Performance evaluation of CAD software to support the detection of chronic fibrosing interstitial lung diseases by chest simple X-ray imaging

Not Applicable

• Conditions: Chronic fibrosing interstitial lung diseases

• Registration Number: JPRN-jRCT1032220090
• Lead Sponsor: Honda Seiwa

Brief Summary

This study showed that this program is useful as a fibrotic ILD detection support program for non-specialists. In particular, this program was thought to be useful for preventing oversight of fibrotic ILD by primary care physicians.
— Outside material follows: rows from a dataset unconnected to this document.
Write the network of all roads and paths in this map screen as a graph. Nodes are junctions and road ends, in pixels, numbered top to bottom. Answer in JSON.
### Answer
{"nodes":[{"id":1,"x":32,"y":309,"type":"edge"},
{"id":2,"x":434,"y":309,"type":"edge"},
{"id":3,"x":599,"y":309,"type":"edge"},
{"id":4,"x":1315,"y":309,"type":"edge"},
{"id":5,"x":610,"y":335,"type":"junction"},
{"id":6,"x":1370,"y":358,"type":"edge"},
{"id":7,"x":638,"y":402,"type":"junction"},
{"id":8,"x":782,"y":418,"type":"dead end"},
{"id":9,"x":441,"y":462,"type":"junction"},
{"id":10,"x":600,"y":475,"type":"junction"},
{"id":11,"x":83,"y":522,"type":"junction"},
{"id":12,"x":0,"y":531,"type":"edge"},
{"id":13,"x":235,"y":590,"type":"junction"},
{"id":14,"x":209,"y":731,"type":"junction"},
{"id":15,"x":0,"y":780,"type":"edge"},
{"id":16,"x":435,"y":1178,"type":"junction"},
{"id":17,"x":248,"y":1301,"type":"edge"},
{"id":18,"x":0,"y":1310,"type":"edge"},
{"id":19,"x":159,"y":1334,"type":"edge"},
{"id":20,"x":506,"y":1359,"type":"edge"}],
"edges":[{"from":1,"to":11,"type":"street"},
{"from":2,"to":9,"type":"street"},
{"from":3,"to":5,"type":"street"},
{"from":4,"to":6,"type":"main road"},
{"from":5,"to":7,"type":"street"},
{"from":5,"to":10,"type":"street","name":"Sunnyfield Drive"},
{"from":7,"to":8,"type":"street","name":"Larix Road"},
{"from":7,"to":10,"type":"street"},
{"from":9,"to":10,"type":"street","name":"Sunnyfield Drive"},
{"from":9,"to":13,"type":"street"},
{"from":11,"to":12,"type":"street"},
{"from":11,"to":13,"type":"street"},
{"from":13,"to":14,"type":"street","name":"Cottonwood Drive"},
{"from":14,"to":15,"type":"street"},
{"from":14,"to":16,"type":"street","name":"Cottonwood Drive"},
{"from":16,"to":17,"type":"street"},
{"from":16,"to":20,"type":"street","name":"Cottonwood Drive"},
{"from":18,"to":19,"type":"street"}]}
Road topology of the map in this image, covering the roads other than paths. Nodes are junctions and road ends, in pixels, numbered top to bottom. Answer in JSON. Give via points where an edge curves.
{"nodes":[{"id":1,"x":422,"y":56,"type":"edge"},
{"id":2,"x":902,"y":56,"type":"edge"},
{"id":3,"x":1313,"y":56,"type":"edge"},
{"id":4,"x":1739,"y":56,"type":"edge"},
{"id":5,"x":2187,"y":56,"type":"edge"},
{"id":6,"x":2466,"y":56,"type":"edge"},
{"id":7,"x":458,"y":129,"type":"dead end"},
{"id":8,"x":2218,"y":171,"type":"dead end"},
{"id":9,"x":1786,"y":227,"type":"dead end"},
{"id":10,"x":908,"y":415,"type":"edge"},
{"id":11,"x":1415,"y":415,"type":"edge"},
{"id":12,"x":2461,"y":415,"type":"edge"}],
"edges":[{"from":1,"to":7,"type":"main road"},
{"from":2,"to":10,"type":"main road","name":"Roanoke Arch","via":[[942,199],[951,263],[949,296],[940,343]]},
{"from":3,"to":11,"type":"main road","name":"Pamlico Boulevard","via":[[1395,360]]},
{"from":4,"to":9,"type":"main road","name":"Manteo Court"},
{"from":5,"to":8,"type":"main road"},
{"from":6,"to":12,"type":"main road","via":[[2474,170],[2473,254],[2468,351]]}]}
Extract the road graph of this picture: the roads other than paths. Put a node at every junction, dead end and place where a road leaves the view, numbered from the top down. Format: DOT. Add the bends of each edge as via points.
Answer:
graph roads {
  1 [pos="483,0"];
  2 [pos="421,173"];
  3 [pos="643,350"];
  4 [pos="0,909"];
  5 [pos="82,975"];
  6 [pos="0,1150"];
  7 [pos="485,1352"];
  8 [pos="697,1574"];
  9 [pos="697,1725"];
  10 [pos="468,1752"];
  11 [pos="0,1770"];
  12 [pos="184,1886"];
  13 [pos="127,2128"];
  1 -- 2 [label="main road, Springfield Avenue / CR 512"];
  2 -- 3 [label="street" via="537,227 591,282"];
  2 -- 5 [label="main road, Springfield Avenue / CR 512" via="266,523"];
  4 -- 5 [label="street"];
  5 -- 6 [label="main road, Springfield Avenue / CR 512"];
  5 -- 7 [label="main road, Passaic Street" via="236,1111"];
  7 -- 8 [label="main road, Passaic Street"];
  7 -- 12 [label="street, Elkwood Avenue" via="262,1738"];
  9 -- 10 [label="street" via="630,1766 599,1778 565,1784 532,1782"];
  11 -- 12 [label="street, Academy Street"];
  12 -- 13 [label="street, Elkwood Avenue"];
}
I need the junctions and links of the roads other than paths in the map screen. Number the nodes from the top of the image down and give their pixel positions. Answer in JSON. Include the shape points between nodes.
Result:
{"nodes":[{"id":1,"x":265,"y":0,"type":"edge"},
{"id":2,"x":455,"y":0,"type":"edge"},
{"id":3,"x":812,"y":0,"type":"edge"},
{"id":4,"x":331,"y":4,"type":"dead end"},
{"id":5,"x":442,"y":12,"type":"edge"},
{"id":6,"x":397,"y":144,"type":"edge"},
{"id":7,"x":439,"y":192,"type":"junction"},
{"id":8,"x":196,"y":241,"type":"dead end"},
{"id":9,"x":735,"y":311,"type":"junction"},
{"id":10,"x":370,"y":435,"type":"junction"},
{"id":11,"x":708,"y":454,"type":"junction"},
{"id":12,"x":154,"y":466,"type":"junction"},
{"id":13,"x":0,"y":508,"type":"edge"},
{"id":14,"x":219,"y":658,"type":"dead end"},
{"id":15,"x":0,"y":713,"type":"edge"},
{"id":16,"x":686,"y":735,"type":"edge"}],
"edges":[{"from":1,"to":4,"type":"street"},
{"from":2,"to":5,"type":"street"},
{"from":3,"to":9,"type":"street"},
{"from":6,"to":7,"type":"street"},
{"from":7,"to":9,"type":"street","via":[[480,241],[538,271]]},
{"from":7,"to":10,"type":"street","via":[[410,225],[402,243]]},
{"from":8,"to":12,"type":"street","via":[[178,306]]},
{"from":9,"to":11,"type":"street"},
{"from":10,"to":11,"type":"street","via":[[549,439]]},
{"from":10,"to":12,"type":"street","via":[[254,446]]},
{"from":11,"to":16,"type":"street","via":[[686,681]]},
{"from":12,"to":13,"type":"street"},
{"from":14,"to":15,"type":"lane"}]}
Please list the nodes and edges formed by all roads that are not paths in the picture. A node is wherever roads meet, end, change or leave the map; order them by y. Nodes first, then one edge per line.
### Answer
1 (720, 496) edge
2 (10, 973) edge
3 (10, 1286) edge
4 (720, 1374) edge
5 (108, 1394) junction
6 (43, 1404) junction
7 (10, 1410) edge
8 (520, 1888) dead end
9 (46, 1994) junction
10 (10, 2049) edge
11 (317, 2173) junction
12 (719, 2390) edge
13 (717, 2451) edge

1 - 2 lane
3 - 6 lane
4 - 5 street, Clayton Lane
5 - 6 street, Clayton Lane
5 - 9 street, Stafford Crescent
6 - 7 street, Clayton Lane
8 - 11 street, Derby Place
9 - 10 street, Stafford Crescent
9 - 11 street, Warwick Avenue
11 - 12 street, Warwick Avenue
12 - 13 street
Based on the results of the darkening rate and improvement rate, we believe that the benefit of improving interpretation results by using this program in combination is greater than the risk of misdiagnosis.

Detailed Description

Not available

Study Timeline

• Results First Posted: 1900-01-01
• Study Start: 2022-05-25
• Study Completion: 2022-10-21
• Last Update Posted: 17 October 2023

Recruitment & Eligibility

• Status: Complete
• Sex: All
• Target Recruitment: 1307

Inclusion Criteria

1. Images of patients who have been continuously followed up based on imaging findings, subjective symptoms, objective findings, and other test results since the first visit.
2. Images of patients who obtained written or oral informed consent by May 2022 after the approval of this study by the Institutional Review Board at each image collection medical institution.Or images other than the patient who expressed refusal about the image specifications in this study during the same period.
3. Image of a patient over 20 years old at the time of imaging the target image
4. Simple chest X-ray images taken at an imaging medical institution for 6 consecutive months between January 2000 and May 2022
5. Images taken from 100 cm to 200 cm from the X-ray source to the film
6. An image with 1750 x 1750 pixels or more
7. Images that do not deviate from the correction process used in normal medical care

Exclusion Criteria

1. Image with incomplete DICOM information
2. Images not taken in a standing position
3. Images that may be difficult to read due to artifacts, etc.
4. Other images that the principal investigator of the image collection medical institution deems inappropriate

Study & Design

• Study Type: Observational
• Study Design: Not specified

Primary Outcome Measures

Name	Time	Method
A paired t-test is performed on the AUC in the ROC curve with and without CAD based on the reading judgment result of a non-specialist, and a significant improvement with CAD is examined.